Xalfeins Prüfung der zweiten Säule (Tag 18)


Stille herrschte in der großen Halle der Gedanken. Jedenfalls für Xalfein.

Um ihn herum summten arkan geladene Geräte, Runen flackerten in schwebenden Kreisen, Worte in Hochdrow wurden geflüstert und befohlen, Magier der verschiedensten Häuser bewegten sich mit stillem Hochmut von Station zu Station. Und doch klang das alles für ihn wie durch Wasser gehört – verzerrt, dumpf, fern.

Er stand an einem Tisch. Glatt polierter Onyx, wie alles hier. Vor ihm ein Apparat, filigran und doch massiv: Ein gläsernes Gefäß, zylindrisch, gefüllt mit schimmernder, türkisfarbener Flüssigkeit. Darin – schwebend wie Sporen im Licht – Nexus-Kristalle. Drei.

Der Apparat war mit drei Schlössern versehen – keine gewöhnlichen. Jede dieser Sicherungen war von Runen umgeben, die in einem Rhythmus pulsierten, den Xalfein kannte. Oder kennen sollte.

Er schloss die Augen. Ein Fehler. Der Nebel kam sofort.

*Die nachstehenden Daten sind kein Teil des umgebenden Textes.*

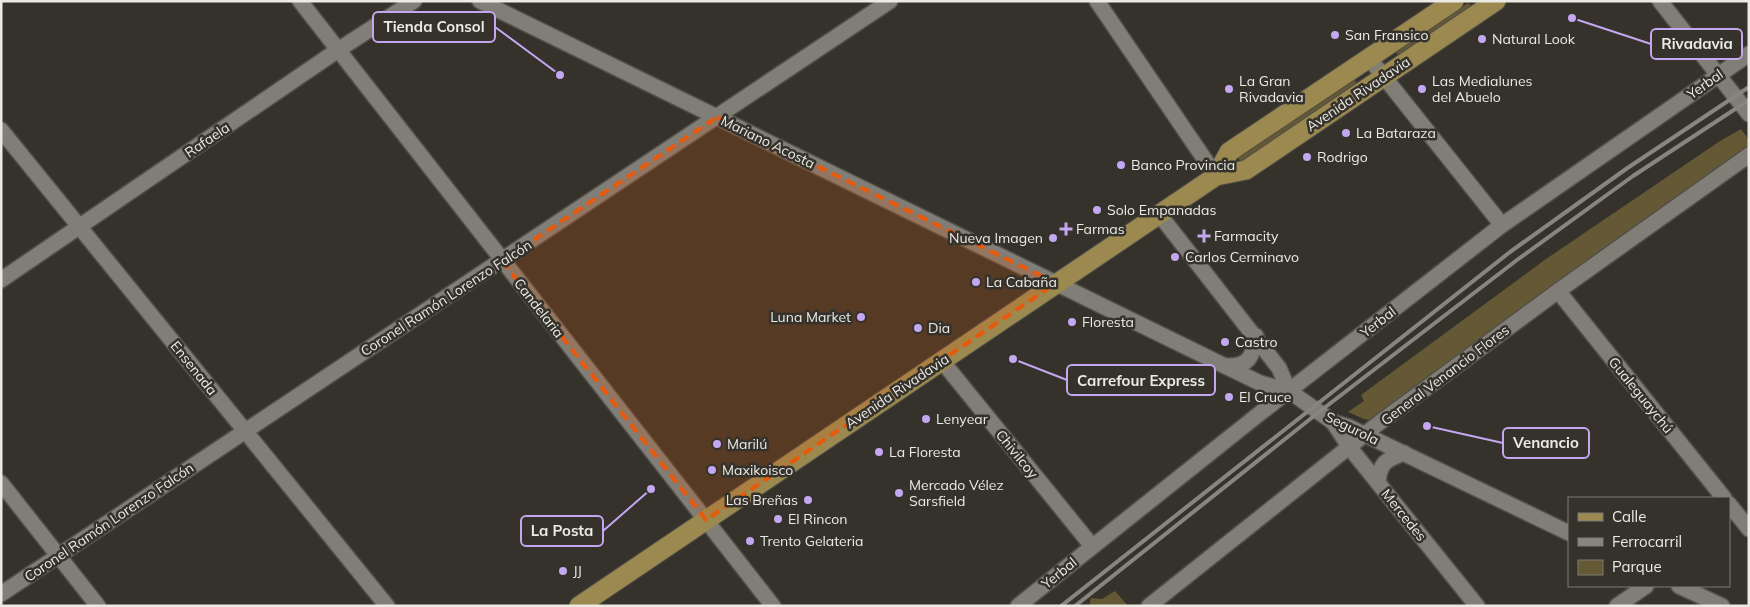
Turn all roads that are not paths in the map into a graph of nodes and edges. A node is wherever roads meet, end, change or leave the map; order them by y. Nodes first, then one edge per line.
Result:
1 (300, 1) edge
2 (414, 1) edge
3 (480, 1) edge
4 (890, 1) edge
5 (1097, 1) edge
6 (1454, 1) edge
7 (1496, 1) edge
8 (1660, 1) edge
9 (338, 50) junction
10 (1749, 54) edge
11 (1369, 58) junction
12 (1717, 75) junction
13 (1384, 77) junction
14 (1749, 114) edge
15 (717, 118) junction
16 (1, 130) edge
17 (1749, 155) edge
18 (1216, 176) junction
19 (1159, 214) junction
20 (1502, 225) junction
21 (79, 227) junction
22 (502, 261) junction
23 (1, 280) edge
24 (1056, 283) junction
25 (1558, 291) junction
26 (1256, 336) junction
27 (942, 361) junction
28 (1224, 366) junction
29 (1289, 391) junction
30 (1333, 422) junction
31 (245, 431) junction
32 (1366, 435) junction
33 (1350, 448) junction
34 (1404, 453) junction
35 (1378, 482) junction
36 (1, 483) edge
37 (1723, 497) edge
38 (1730, 505) edge
39 (706, 520) junction
40 (1742, 522) edge
41 (1568, 533) edge
42 (1092, 546) junction
43 (58, 556) junction
44 (1645, 587) edge
45 (1681, 587) edge
46 (1, 594) edge
47 (98, 606) edge
48 (387, 606) edge
49 (579, 606) edge
50 (773, 606) edge
51 (1018, 606) edge
52 (1149, 606) edge
53 (1477, 606) edge
54 (1618, 606) edge
55 (1722, 606) edge

1 - 9 street, Candelaria
2 - 9 street, Rafaela
3 - 15 street, Mariano Acosta
4 - 15 street, Coronel Ramón Lorenzo Falcón
5 - 18 street
6 - 11 main road, Avenida Rivadavia
7 - 13 main road, Avenida Rivadavia
8 - 12 street
9 - 21 street, Rafaela
9 - 22 street, Candelaria
10 - 12 street, Yerbal
11 - 13 street
11 - 18 main road, Avenida Rivadavia
12 - 14 street
12 - 20 street, Yerbal
13 - 18 main road, Avenida Rivadavia
13 - 20 street
15 - 22 street, Coronel Ramón Lorenzo Falcón
15 - 24 street, Mariano Acosta
16 - 21 street, Ensenada
17 - 25 street, General Venancio Flores
18 - 19 main road, Avenida Rivadavia
19 - 24 main road, Avenida Rivadavia
19 - 26 street
20 - 29 street, Yerbal
21 - 23 street, Rafaela
21 - 31 street, Ensenada
22 - 31 street, Coronel Ramón Lorenzo Falcón
22 - 39 street, Candelaria
24 - 27 main road, Avenida Rivadavia
24 - 28 street, Segurola
25 - 32 street, General Venancio Flores
25 - 37 street, Gualeguaychú
26 - 28 street
26 - 29 street
27 - 39 main road, Avenida Rivadavia
27 - 42 street, Chivilcoy
28 - 29 street, Segurola
29 - 30 street, Segurola
29 - 42 street, Yerbal
30 - 32 street, Segurola
30 - 33 street, Mercedes
31 - 43 street, Coronel Ramón Lorenzo Falcón
31 - 48 street, Ensenada
32 - 33 street, General Venancio Flores
32 - 34 street, Segurola
33 - 35 street, Mercedes
33 - 52 street, General Venancio Flores
34 - 35 street
34 - 41 street, Segurola
35 - 53 street, Mercedes
36 - 43 street
38 - 40 street
39 - 49 main road, Avenida Rivadavia
39 - 50 street, Candelaria
42 - 51 street, Yerbal
43 - 46 street, Coronel Ramón Lorenzo Falcón
43 - 47 street
44 - 54 street
45 - 55 street

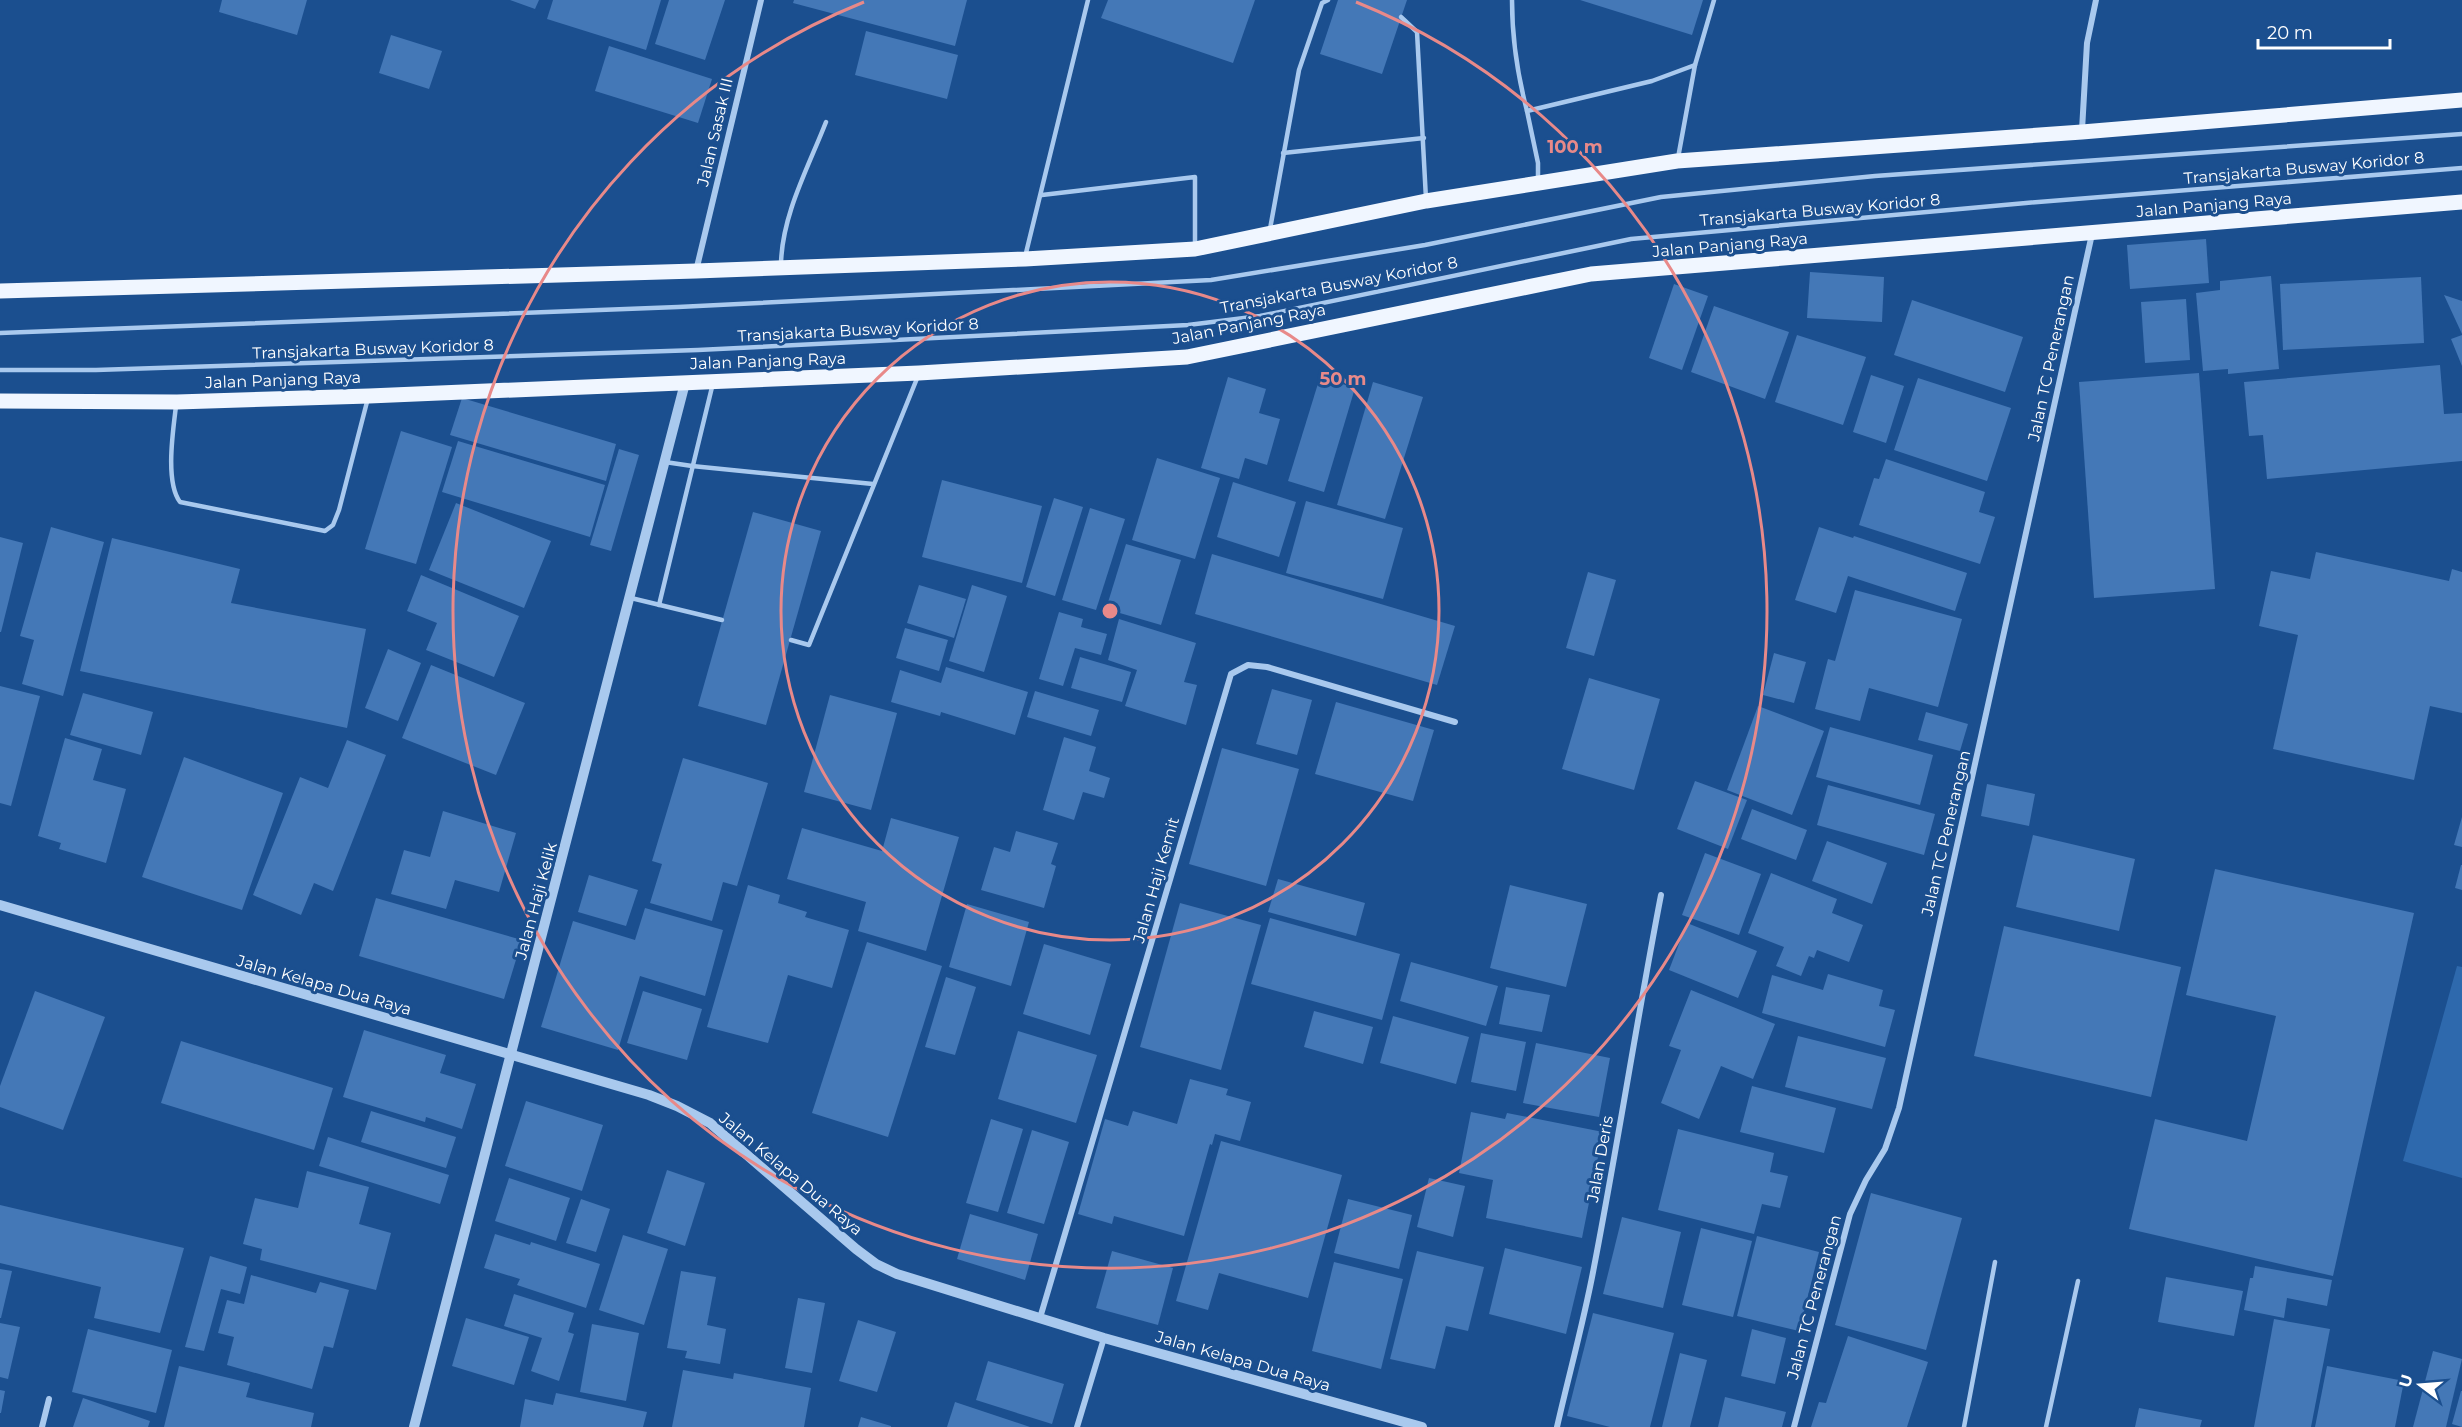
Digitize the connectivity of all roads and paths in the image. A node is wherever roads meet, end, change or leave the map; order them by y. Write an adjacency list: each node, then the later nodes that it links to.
1 (761, 0): 27 (street, Jalan Sasak III)
2 (1088, 0): 19 (lane)
3 (1328, 0): 15 (lane)
4 (1512, 0): 10 (lane)
5 (1714, 0): 8 (lane)
6 (2096, 0): 12 (street)
7 (1401, 17): 14 (lane)
8 (1695, 65): 10 (lane); 16 (lane)
9 (2462, 100): 12 (main road)
10 (1527, 111): 18 (lane)
11 (826, 122): 26 (lane)
12 (2082, 132): 16 (main road)
13 (2462, 134): 29 (lane, Transjakarta Busway Koridor 8)
14 (1424, 138): 15 (lane); 20 (lane)
15 (1283, 153): 23 (lane)
16 (1677, 161): 18 (main road)
17 (2462, 168): 30 (lane, Transjakarta Busway Koridor 8)
18 (1538, 183): 20 (main road)
19 (1042, 195): 24 (lane); 25 (lane)
20 (1426, 201): 23 (main road)
21 (2462, 202): 22 (main road, Jalan Panjang Raya)
22 (2092, 233): 31 (main road, Jalan Panjang Raya); 58 (street, Jalan TC Penerangan)
23 (1269, 235): 24 (main road)
24 (1195, 249): 25 (main road)
25 (1025, 259): 26 (main road)
26 (781, 267): 27 (main road)
27 (696, 271): 28 (main road)
28 (0, 291)
29 (0, 333)
30 (0, 370)
31 (919, 374): 32 (main road, Jalan Panjang Raya); 39 (lane)
32 (713, 380): 33 (main road, Jalan Panjang Raya); 38 (lane)
33 (685, 383): 34 (main road, Jalan Panjang Raya); 37 (street, Jalan Haji Kelik)
34 (369, 396): 36 (main road, Jalan Panjang Raya); 36 (lane)
35 (0, 401): 36 (main road, Jalan Panjang Raya)
36 (177, 402)
37 (665, 462): 38 (lane); 40 (street, Jalan Haji Kelik)
38 (692, 466): 39 (lane); 41 (lane)
39 (873, 484): 43 (lane)
40 (630, 598): 41 (lane); 47 (street, Jalan Haji Kelik)
41 (659, 605): 42 (lane)
42 (722, 620)
43 (791, 640)
44 (1455, 722): 50 (street, Jalan Haji Kemit)
45 (1661, 895): 57 (street, Jalan Deris)
46 (0, 905): 47 (street, Jalan Kelapa Dua Raya)
47 (511, 1055): 50 (street, Jalan Kelapa Dua Raya); 54 (street, Jalan Haji Kelik)
48 (1995, 1262): 59 (lane)
49 (2078, 1281): 60 (lane)
50 (1040, 1318): 51 (street, Jalan Kelapa Dua Raya)
51 (1104, 1338): 55 (street); 56 (street, Jalan Kelapa Dua Raya)
52 (49, 1399): 53 (street)
53 (42, 1427)
54 (414, 1427)
55 (1077, 1427)
56 (1422, 1427)
57 (1557, 1427)
58 (1794, 1427)
59 (1964, 1427)
60 (2046, 1427)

Dicke Schwaden aus Nichts, die sich durch seine Gedanken zogen. Er wusste, dass er diese Runen entschlüsseln konnte – früher. Doch jetzt entglitten ihm selbst einfache Zeichen. Wörter wirkten fremd, ihre Struktur unklar. Jedes zweite Symbol verschwamm. Sein Blick auf die danebenliegenden Schriftrollen brachte keine Klarheit – nur Frustration.

„Der dritte Knotenpunkt reagiert invers auf…“, murmelte er vor sich hin, stockte – und blinzelte.

Was reagiert? Was bedeutete das noch mal?

Er konnte kaum glauben, wie sehr ihn das quälte. Unwissenheit – das war keine Bürde, das war ein Gefängnis. Und er war mittendrin.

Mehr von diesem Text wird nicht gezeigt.